Since the method is then statically dispatched, a pointer to the method is not required. In fact, the proposed desugaringcan never result in dynamic dispatch. To get dynamic dispatch, the user would need to either explicitly store the closure in a trait object, or create a binding to a trait object’s method trait_object.method. But in this later case, the closure is still doing static dispatch, it does so on a reference to a trait object, and this reference performs then dynamic dispatch.


#5

I assume an associated method here means an associated function based on it capturing no environment (I wasn’t able to find anywhere else that refers to associated methods)?

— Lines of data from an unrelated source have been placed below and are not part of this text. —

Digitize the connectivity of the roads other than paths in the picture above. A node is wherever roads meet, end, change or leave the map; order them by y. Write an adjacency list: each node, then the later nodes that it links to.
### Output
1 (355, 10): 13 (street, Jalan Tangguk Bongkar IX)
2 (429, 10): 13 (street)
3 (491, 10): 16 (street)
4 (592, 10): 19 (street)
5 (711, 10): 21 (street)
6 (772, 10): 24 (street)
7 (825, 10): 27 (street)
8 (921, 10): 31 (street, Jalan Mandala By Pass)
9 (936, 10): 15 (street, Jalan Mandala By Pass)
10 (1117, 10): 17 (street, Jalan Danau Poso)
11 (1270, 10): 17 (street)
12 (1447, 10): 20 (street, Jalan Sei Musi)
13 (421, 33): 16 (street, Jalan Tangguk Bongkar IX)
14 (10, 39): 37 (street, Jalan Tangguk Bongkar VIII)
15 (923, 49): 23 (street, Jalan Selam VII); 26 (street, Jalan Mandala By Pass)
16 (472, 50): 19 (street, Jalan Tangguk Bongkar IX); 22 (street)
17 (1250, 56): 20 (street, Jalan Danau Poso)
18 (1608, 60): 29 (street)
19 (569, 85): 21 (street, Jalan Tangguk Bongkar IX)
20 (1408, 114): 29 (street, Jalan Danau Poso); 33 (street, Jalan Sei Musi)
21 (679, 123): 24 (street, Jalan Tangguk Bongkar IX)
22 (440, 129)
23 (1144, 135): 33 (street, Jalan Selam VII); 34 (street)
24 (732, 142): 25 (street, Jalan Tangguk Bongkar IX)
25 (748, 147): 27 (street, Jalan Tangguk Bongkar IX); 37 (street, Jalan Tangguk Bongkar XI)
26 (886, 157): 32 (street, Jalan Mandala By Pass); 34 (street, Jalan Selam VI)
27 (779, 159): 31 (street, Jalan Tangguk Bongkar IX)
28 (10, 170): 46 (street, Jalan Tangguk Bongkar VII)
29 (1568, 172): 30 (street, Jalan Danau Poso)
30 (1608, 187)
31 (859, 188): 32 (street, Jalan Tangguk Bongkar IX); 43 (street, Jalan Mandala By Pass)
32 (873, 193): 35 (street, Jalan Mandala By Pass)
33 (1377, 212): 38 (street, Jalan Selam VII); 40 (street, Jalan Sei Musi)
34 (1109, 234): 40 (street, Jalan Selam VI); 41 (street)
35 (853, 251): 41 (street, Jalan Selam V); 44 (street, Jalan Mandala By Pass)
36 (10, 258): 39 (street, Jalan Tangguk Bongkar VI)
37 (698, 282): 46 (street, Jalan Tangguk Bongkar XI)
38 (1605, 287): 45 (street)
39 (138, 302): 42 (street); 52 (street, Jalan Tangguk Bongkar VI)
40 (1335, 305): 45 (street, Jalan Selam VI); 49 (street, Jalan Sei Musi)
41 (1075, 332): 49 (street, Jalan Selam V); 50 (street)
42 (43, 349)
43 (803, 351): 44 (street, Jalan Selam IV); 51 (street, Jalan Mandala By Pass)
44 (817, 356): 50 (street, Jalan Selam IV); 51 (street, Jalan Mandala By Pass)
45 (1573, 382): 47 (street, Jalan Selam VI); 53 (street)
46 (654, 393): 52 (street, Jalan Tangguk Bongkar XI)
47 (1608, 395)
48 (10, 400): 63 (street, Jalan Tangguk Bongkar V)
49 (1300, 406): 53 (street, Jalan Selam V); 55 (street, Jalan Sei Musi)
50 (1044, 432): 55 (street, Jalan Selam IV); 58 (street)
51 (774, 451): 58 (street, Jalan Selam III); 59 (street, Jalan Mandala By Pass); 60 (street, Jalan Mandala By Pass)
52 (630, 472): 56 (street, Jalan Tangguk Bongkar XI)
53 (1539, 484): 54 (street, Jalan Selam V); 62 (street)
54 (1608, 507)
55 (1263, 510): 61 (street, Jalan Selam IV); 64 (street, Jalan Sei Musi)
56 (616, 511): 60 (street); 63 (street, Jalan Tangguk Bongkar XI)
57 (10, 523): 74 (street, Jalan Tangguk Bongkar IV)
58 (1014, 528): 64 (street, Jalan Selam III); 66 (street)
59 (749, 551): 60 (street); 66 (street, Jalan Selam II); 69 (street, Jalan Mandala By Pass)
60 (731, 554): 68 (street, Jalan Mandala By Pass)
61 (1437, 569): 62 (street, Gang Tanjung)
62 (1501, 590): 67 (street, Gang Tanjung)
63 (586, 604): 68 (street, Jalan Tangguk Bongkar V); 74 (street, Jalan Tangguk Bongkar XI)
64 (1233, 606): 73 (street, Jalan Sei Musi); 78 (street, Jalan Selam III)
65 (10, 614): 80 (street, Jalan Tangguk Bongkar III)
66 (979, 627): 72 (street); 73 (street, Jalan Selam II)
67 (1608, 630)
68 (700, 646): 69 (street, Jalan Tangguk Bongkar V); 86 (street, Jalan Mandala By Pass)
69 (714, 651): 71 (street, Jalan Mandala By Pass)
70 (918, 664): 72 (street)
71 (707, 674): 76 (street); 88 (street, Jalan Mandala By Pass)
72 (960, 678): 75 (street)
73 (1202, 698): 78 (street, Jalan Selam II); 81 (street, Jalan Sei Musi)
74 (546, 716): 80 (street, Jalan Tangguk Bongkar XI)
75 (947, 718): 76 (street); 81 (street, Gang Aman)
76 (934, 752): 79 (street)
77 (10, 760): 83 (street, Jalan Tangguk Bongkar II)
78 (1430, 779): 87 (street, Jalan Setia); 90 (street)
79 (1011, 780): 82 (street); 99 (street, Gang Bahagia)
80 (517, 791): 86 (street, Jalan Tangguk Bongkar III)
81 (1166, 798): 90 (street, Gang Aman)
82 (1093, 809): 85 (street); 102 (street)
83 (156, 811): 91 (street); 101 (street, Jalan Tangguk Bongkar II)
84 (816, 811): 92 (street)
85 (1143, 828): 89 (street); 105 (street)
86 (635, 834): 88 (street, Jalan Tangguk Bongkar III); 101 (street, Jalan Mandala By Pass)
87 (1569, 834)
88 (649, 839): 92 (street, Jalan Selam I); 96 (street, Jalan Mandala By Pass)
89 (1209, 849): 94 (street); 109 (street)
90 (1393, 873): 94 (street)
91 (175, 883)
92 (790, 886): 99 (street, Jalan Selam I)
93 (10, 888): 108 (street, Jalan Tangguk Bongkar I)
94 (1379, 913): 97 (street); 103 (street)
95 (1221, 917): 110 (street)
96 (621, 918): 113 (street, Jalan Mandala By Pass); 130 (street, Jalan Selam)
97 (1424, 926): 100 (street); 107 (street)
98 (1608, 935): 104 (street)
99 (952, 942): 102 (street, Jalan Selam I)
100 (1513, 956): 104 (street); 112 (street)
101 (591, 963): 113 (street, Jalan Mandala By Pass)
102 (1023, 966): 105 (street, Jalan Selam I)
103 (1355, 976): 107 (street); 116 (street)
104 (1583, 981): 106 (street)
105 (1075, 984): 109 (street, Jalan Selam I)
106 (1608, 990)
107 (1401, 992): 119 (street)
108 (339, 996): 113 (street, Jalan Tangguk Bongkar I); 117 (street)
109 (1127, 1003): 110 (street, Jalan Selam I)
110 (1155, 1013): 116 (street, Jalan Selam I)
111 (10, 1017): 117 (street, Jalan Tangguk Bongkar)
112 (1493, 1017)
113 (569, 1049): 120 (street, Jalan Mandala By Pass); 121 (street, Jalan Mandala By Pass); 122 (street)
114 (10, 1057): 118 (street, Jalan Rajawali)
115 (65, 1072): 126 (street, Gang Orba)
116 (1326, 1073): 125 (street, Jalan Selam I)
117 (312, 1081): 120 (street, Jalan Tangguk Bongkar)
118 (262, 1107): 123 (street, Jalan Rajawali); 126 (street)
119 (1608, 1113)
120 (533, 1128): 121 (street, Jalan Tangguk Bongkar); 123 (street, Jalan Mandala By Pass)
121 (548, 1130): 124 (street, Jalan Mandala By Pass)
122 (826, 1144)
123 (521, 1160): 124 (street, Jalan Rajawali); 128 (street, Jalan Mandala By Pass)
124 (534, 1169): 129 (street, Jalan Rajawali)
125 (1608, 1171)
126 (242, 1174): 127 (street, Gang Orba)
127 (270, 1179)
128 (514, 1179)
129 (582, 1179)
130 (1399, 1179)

I’m against being able to use an object to get a reference to an associated (non-method) function, the existing Type::func syntax or introducing an explicit typeof(obj)::func syntax seems preferable to distinguish between “methods” and “associated functions”. I’m also not sure why they would need to desugar to a closure, instead of just being the function pointer like normal.


#6

@Nemo157 said more what I wanted to say in a better way.

One additional issue not mentioned is that adding a public field is a breaking change. Before, if the type had private fields, adding a new public field was not a breaking change.


#7

I’ve replaced all mentions of “associated method” with “associated function” (sorry about that, I thought I had removed them all but I’ve missed actually a lot).

A closure without environment is just a function pointer. Having said this, you and @ker raise good points here: Type::func already creates a callable that can be used exactly as one would use it at the original call site. The only advantage of introducing object.associated_function is that one would not need to look up the type of an object to create such a callable, but given that object.associated_function(args...) is not a valid call syntax for associated functions, allowing one and not the other does not make sense.

I think it would be out of scope for this RFC to argue about allowing object.associated_function(args...) syntax for associated functions, so I am going to strip the mention of associated functions from the pre-RFC.


#8

@ker @Nemo157 so I’ve removed the mention of associated functions except from the “How do we teach this” section, which I think it’s gotten even simpler.

@ker could you check if the “corner cases.layout” sub section answers the questions you had about layout / fat pointers / etc. ? I don’t know if it is better now.


#9

Nit: Nobody knows what “binding” is exactly, there’s no clear definition and everybody has their own understanding. I suggest to avoid it and use human language.